§ EXERCISE DETAILS
The answer is the full listing below, copied exactly, with its pictures omitted.

--- LISTED RECORDS ---

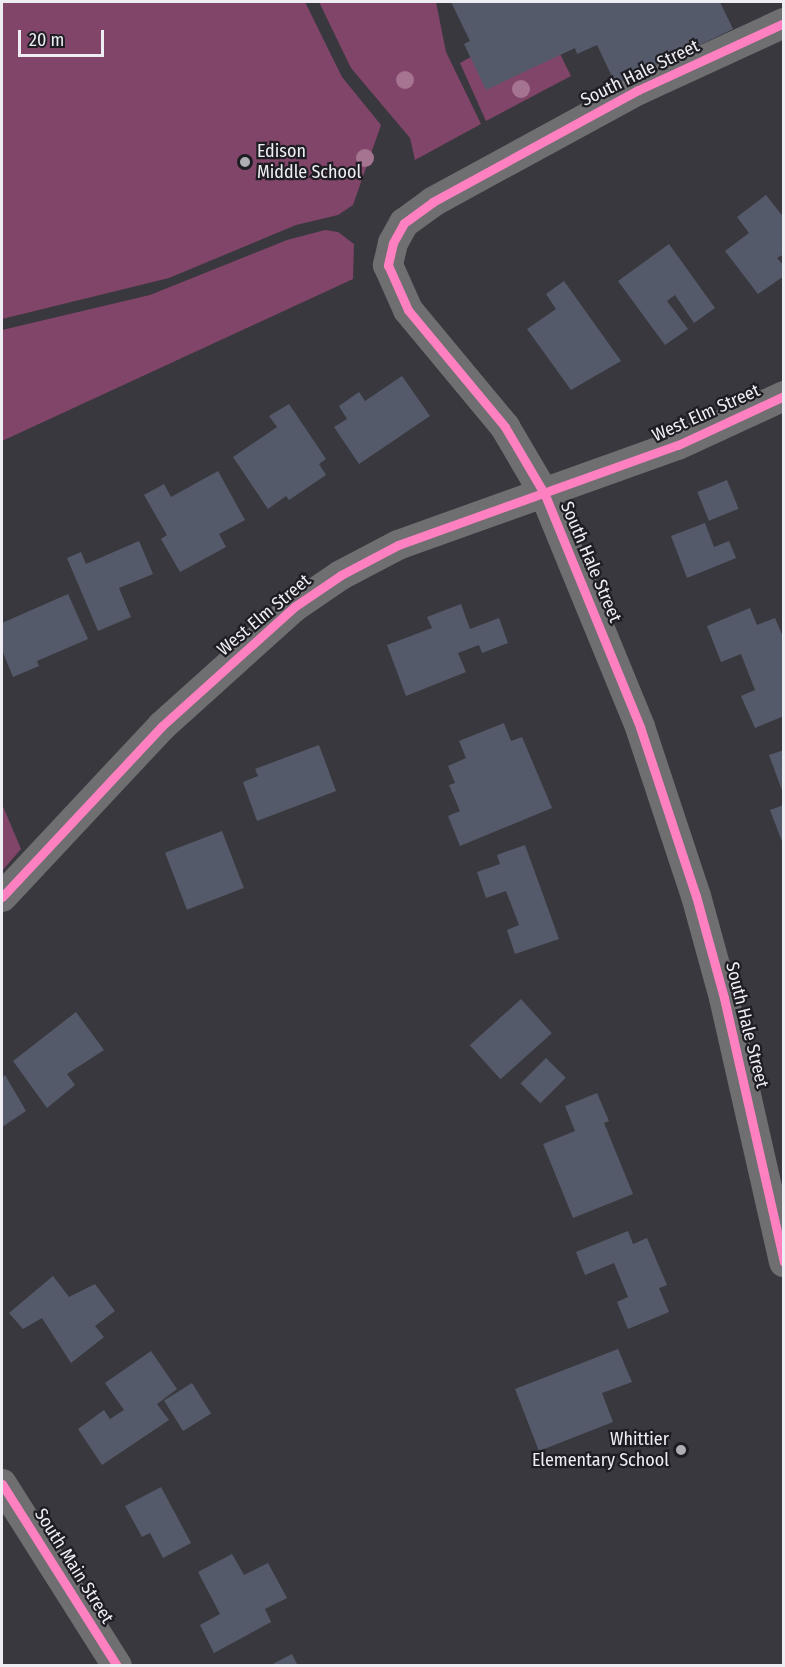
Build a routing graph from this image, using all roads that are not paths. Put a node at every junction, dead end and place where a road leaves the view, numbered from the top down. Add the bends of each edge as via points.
1 (783, 23) edge
2 (783, 396) edge
3 (545, 495) junction
4 (2, 897) edge
5 (783, 1263) edge
6 (2, 1485) edge
7 (117, 1665) edge

1 - 3 street, South Hale Street via 638,90 433,202 404,223 393,243 388,265 408,310 505,427
2 - 3 street, West Elm Street via 678,445
3 - 4 street, West Elm Street via 398,545 341,575 294,607 162,726
3 - 5 street, South Hale Street via 640,727 696,896 727,1008
6 - 7 street, South Main Street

---

§ RESPONSE TO THE EXERCISE
Build a routing graph from this image, using all roads that are not paths. Put a node at every junction, dead end and place where a road leaves the view, numbered from the top down. Add the bends of each edge as via points.
1 (783, 23) edge
2 (783, 396) edge
3 (545, 495) junction
4 (2, 897) edge
5 (783, 1263) edge
6 (2, 1485) edge
7 (117, 1665) edge

1 - 3 street, South Hale Street via 638,90 433,202 404,223 393,243 388,265 408,310 505,427
2 - 3 street, West Elm Street via 678,445
3 - 4 street, West Elm Street via 398,545 341,575 294,607 162,726
3 - 5 street, South Hale Street via 640,727 696,896 727,1008
6 - 7 street, South Main Street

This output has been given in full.